**Work instruction**
Leave no picture in, and give every entry again exactly.

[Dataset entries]
↓

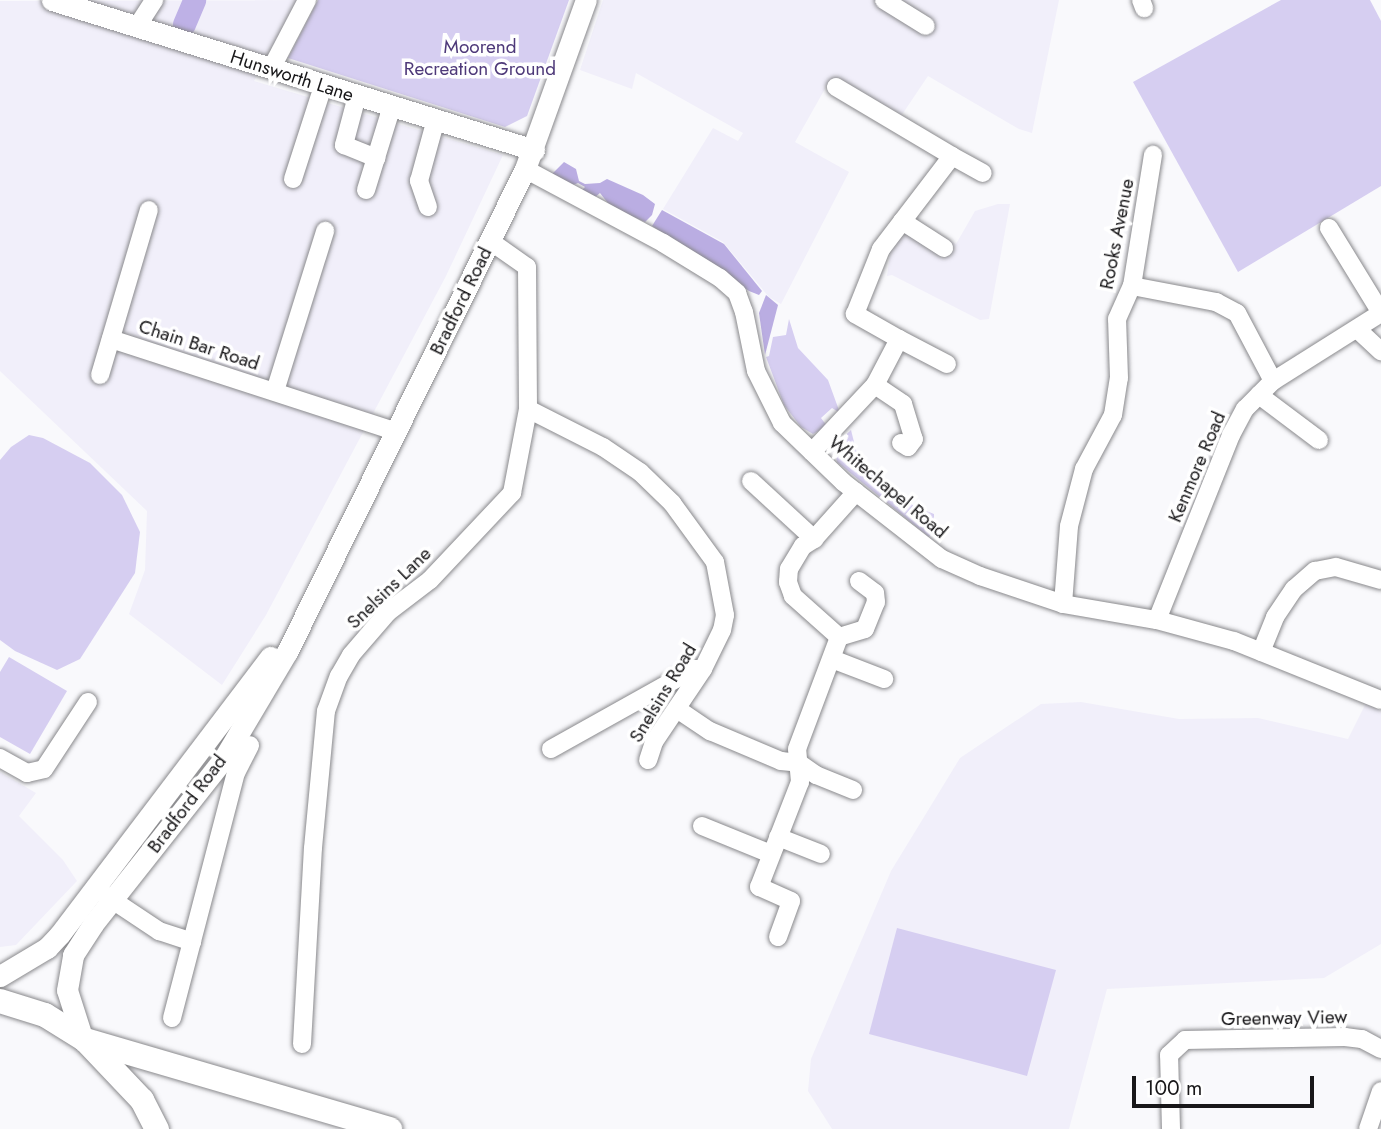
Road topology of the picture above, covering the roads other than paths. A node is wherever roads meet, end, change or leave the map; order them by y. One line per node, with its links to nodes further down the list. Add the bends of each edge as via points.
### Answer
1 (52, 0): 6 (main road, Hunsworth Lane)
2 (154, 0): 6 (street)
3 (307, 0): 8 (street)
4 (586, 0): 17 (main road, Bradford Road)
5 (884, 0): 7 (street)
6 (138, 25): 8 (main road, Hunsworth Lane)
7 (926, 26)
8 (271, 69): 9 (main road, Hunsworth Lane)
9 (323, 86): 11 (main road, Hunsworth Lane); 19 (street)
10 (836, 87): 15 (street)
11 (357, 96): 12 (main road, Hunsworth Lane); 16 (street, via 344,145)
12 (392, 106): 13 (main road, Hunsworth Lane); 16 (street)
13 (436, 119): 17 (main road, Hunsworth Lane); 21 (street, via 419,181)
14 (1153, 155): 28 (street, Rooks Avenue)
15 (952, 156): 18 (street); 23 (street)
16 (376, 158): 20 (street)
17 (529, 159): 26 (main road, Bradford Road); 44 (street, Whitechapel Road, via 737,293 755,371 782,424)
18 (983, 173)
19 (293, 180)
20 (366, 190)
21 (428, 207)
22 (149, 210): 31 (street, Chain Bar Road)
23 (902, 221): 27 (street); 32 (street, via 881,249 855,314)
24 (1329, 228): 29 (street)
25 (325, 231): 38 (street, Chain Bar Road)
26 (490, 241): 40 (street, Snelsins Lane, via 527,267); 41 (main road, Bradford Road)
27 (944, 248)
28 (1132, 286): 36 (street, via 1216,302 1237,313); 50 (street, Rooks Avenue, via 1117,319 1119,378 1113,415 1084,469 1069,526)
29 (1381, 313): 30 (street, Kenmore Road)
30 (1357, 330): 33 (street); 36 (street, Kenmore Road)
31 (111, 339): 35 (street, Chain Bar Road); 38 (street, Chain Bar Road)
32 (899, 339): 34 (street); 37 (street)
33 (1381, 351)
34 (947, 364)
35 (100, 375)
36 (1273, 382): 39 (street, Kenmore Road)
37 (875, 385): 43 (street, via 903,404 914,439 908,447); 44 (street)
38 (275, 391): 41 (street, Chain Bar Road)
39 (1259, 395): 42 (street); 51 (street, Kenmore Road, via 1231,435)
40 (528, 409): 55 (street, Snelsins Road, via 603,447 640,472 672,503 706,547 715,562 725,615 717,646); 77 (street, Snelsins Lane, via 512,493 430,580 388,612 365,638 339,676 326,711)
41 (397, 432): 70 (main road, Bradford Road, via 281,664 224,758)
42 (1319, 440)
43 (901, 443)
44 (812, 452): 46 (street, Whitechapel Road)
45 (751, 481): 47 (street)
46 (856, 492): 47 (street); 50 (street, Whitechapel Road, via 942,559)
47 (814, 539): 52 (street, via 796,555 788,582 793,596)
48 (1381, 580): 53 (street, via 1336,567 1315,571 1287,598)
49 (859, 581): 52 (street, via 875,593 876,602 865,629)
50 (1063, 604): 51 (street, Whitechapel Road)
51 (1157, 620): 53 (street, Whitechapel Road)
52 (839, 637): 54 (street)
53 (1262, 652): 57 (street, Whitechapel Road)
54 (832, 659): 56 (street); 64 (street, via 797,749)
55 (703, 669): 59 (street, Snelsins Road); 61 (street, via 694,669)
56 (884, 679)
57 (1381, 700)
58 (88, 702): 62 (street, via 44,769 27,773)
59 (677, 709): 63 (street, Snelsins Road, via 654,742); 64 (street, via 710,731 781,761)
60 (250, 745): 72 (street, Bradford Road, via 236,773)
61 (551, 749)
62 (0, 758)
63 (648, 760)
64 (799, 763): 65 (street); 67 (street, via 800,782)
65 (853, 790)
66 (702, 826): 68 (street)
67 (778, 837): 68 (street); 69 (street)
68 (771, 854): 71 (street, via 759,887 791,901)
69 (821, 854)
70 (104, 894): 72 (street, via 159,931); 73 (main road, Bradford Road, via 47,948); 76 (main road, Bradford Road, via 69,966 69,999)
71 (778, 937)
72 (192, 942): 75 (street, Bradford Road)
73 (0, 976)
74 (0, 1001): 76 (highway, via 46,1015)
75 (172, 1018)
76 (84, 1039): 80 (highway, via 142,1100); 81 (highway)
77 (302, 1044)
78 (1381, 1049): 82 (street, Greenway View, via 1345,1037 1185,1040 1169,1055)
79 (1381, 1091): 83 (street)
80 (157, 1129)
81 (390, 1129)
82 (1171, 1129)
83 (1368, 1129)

↑

**Output for this exercise**
Road topology of the picture above, covering the roads other than paths. A node is wherever roads meet, end, change or leave the map; order them by y. One line per node, with its links to nodes further down the list. Add the bends of each edge as via points.
### Answer
1 (52, 0): 6 (main road, Hunsworth Lane)
2 (154, 0): 6 (street)
3 (307, 0): 8 (street)
4 (586, 0): 17 (main road, Bradford Road)
5 (884, 0): 7 (street)
6 (138, 25): 8 (main road, Hunsworth Lane)
7 (926, 26)
8 (271, 69): 9 (main road, Hunsworth Lane)
9 (323, 86): 11 (main road, Hunsworth Lane); 19 (street)
10 (836, 87): 15 (street)
11 (357, 96): 12 (main road, Hunsworth Lane); 16 (street, via 344,145)
12 (392, 106): 13 (main road, Hunsworth Lane); 16 (street)
13 (436, 119): 17 (main road, Hunsworth Lane); 21 (street, via 419,181)
14 (1153, 155): 28 (street, Rooks Avenue)
15 (952, 156): 18 (street); 23 (street)
16 (376, 158): 20 (street)
17 (529, 159): 26 (main road, Bradford Road); 44 (street, Whitechapel Road, via 737,293 755,371 782,424)
18 (983, 173)
19 (293, 180)
20 (366, 190)
21 (428, 207)
22 (149, 210): 31 (street, Chain Bar Road)
23 (902, 221): 27 (street); 32 (street, via 881,249 855,314)
24 (1329, 228): 29 (street)
25 (325, 231): 38 (street, Chain Bar Road)
26 (490, 241): 40 (street, Snelsins Lane, via 527,267); 41 (main road, Bradford Road)
27 (944, 248)
28 (1132, 286): 36 (street, via 1216,302 1237,313); 50 (street, Rooks Avenue, via 1117,319 1119,378 1113,415 1084,469 1069,526)
29 (1381, 313): 30 (street, Kenmore Road)
30 (1357, 330): 33 (street); 36 (street, Kenmore Road)
31 (111, 339): 35 (street, Chain Bar Road); 38 (street, Chain Bar Road)
32 (899, 339): 34 (street); 37 (street)
33 (1381, 351)
34 (947, 364)
35 (100, 375)
36 (1273, 382): 39 (street, Kenmore Road)
37 (875, 385): 43 (street, via 903,404 914,439 908,447); 44 (street)
38 (275, 391): 41 (street, Chain Bar Road)
39 (1259, 395): 42 (street); 51 (street, Kenmore Road, via 1231,435)
40 (528, 409): 55 (street, Snelsins Road, via 603,447 640,472 672,503 706,547 715,562 725,615 717,646); 77 (street, Snelsins Lane, via 512,493 430,580 388,612 365,638 339,676 326,711)
41 (397, 432): 70 (main road, Bradford Road, via 281,664 224,758)
42 (1319, 440)
43 (901, 443)
44 (812, 452): 46 (street, Whitechapel Road)
45 (751, 481): 47 (street)
46 (856, 492): 47 (street); 50 (street, Whitechapel Road, via 942,559)
47 (814, 539): 52 (street, via 796,555 788,582 793,596)
48 (1381, 580): 53 (street, via 1336,567 1315,571 1287,598)
49 (859, 581): 52 (street, via 875,593 876,602 865,629)
50 (1063, 604): 51 (street, Whitechapel Road)
51 (1157, 620): 53 (street, Whitechapel Road)
52 (839, 637): 54 (street)
53 (1262, 652): 57 (street, Whitechapel Road)
54 (832, 659): 56 (street); 64 (street, via 797,749)
55 (703, 669): 59 (street, Snelsins Road); 61 (street, via 694,669)
56 (884, 679)
57 (1381, 700)
58 (88, 702): 62 (street, via 44,769 27,773)
59 (677, 709): 63 (street, Snelsins Road, via 654,742); 64 (street, via 710,731 781,761)
60 (250, 745): 72 (street, Bradford Road, via 236,773)
61 (551, 749)
62 (0, 758)
63 (648, 760)
64 (799, 763): 65 (street); 67 (street, via 800,782)
65 (853, 790)
66 (702, 826): 68 (street)
67 (778, 837): 68 (street); 69 (street)
68 (771, 854): 71 (street, via 759,887 791,901)
69 (821, 854)
70 (104, 894): 72 (street, via 159,931); 73 (main road, Bradford Road, via 47,948); 76 (main road, Bradford Road, via 69,966 69,999)
71 (778, 937)
72 (192, 942): 75 (street, Bradford Road)
73 (0, 976)
74 (0, 1001): 76 (highway, via 46,1015)
75 (172, 1018)
76 (84, 1039): 80 (highway, via 142,1100); 81 (highway)
77 (302, 1044)
78 (1381, 1049): 82 (street, Greenway View, via 1345,1037 1185,1040 1169,1055)
79 (1381, 1091): 83 (street)
80 (157, 1129)
81 (390, 1129)
82 (1171, 1129)
83 (1368, 1129)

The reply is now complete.